Records from a data collection

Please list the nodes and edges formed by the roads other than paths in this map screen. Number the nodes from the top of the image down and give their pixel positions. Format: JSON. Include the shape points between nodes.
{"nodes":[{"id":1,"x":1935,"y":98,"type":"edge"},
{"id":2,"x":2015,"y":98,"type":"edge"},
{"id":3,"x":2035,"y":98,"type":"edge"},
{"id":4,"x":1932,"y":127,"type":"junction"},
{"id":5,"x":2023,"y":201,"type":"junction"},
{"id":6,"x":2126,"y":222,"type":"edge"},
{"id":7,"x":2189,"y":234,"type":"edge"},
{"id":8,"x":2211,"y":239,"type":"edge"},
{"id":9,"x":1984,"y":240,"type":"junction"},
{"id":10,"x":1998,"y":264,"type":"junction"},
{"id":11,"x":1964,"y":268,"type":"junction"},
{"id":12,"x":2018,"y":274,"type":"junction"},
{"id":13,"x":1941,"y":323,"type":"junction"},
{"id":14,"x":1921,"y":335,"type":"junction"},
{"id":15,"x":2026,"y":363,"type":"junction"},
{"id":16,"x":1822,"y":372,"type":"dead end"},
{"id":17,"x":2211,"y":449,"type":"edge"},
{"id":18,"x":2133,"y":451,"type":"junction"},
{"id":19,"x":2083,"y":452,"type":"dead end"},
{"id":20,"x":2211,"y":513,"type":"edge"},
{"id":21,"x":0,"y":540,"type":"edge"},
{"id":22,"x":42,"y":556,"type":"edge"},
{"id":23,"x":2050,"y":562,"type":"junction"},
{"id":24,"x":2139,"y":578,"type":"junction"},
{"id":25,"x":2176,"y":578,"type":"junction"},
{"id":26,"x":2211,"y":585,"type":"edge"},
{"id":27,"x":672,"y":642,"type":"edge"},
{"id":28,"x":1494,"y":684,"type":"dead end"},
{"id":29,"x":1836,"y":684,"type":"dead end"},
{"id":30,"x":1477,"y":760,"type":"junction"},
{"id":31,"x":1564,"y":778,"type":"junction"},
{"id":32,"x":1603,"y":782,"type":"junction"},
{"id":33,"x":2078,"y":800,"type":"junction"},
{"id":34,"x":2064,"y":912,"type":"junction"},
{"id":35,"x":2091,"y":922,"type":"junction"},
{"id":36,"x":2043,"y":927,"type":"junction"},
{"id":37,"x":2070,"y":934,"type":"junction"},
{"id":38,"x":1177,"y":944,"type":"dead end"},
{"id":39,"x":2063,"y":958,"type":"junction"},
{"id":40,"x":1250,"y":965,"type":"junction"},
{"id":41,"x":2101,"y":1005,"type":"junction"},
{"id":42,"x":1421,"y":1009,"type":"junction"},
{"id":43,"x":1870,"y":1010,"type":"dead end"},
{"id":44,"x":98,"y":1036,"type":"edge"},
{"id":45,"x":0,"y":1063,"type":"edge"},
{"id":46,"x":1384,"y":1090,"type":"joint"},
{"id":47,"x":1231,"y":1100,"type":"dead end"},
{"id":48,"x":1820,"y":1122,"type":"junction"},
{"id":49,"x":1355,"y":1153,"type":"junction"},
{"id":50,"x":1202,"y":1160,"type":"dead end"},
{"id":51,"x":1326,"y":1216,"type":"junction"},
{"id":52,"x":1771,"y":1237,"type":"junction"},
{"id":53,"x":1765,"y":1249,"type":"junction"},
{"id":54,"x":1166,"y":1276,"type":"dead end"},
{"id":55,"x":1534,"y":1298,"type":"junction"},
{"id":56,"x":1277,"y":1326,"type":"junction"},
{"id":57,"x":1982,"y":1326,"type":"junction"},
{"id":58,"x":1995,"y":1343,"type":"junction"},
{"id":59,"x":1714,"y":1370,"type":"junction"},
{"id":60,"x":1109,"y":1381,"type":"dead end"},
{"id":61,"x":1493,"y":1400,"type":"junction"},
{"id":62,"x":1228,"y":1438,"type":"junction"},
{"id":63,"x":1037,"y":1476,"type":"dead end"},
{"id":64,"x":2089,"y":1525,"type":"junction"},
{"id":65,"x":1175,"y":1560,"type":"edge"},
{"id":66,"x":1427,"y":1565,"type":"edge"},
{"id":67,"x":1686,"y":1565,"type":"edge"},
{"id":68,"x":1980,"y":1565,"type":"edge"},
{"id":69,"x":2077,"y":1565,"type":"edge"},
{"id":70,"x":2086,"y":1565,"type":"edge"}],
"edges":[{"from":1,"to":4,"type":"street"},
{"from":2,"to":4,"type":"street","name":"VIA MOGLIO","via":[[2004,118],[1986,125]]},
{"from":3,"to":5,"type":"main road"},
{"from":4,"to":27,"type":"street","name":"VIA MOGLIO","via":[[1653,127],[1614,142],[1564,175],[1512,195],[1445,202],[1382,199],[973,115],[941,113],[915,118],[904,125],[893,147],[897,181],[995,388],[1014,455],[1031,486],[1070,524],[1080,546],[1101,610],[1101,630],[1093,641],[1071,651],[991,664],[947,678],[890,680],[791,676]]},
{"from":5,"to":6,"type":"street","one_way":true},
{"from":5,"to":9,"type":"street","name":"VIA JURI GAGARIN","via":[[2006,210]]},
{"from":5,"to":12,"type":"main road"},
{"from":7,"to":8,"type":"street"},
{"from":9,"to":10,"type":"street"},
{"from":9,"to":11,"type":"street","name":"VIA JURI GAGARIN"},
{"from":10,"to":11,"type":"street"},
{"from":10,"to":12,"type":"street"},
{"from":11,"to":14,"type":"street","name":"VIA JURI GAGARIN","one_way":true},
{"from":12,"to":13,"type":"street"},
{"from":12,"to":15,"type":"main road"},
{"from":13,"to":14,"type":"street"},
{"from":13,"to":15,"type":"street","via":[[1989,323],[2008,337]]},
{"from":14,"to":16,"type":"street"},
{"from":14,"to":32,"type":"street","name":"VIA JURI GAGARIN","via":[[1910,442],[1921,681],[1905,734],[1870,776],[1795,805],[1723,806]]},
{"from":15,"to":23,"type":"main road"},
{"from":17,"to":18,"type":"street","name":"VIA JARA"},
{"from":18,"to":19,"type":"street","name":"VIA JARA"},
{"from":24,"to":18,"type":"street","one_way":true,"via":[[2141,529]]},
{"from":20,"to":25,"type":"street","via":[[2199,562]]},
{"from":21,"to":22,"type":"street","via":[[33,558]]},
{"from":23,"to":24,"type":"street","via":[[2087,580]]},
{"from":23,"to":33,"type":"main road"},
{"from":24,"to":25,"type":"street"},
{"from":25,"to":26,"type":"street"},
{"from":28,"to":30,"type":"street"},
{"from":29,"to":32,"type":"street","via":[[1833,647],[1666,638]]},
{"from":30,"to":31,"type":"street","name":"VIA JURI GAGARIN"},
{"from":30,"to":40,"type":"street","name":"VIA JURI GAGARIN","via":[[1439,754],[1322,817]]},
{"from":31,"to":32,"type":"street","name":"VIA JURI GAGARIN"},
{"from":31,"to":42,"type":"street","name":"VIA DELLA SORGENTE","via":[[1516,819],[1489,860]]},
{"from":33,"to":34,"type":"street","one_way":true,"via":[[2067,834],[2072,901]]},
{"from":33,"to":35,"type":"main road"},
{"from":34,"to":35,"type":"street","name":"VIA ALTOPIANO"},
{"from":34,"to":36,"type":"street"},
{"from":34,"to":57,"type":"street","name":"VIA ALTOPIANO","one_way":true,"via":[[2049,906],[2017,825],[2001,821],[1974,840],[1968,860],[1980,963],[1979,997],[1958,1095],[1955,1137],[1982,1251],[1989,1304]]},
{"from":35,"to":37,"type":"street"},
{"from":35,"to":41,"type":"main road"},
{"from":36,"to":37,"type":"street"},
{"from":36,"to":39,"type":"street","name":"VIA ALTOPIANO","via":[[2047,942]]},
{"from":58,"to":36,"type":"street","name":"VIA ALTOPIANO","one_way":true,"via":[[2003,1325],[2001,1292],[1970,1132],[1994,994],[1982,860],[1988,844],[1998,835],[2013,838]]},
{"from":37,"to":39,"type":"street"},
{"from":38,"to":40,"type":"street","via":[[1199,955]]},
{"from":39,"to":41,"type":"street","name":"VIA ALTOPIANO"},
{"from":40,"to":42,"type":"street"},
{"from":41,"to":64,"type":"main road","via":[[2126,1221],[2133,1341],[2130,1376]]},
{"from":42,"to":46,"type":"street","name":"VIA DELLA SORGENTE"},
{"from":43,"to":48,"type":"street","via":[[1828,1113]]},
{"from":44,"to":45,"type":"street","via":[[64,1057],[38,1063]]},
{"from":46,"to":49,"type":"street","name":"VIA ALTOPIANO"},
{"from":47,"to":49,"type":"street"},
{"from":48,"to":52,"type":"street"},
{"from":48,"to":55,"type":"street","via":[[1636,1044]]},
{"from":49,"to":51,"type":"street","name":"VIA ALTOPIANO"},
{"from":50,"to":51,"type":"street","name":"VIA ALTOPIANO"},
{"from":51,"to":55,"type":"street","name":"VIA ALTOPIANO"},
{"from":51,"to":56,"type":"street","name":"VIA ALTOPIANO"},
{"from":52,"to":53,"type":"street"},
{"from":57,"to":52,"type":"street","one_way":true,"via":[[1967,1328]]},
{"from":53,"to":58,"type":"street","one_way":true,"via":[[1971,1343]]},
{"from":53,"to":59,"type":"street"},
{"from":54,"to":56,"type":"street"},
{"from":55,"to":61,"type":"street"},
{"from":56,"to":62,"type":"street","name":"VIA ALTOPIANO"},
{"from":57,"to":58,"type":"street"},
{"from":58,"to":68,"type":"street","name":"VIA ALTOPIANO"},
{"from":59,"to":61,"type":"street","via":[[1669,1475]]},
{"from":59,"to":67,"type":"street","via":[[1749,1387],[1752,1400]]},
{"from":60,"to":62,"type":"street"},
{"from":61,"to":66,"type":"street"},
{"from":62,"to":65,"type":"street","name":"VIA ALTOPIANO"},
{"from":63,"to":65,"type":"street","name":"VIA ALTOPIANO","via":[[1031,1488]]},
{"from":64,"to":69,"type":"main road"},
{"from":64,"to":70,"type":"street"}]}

Task details
Gather each line of the records holding the string "JARA".

Reply
{"from":17,"to":18,"type":"street","name":"VIA JARA"},
{"from":18,"to":19,"type":"street","name":"VIA JARA"},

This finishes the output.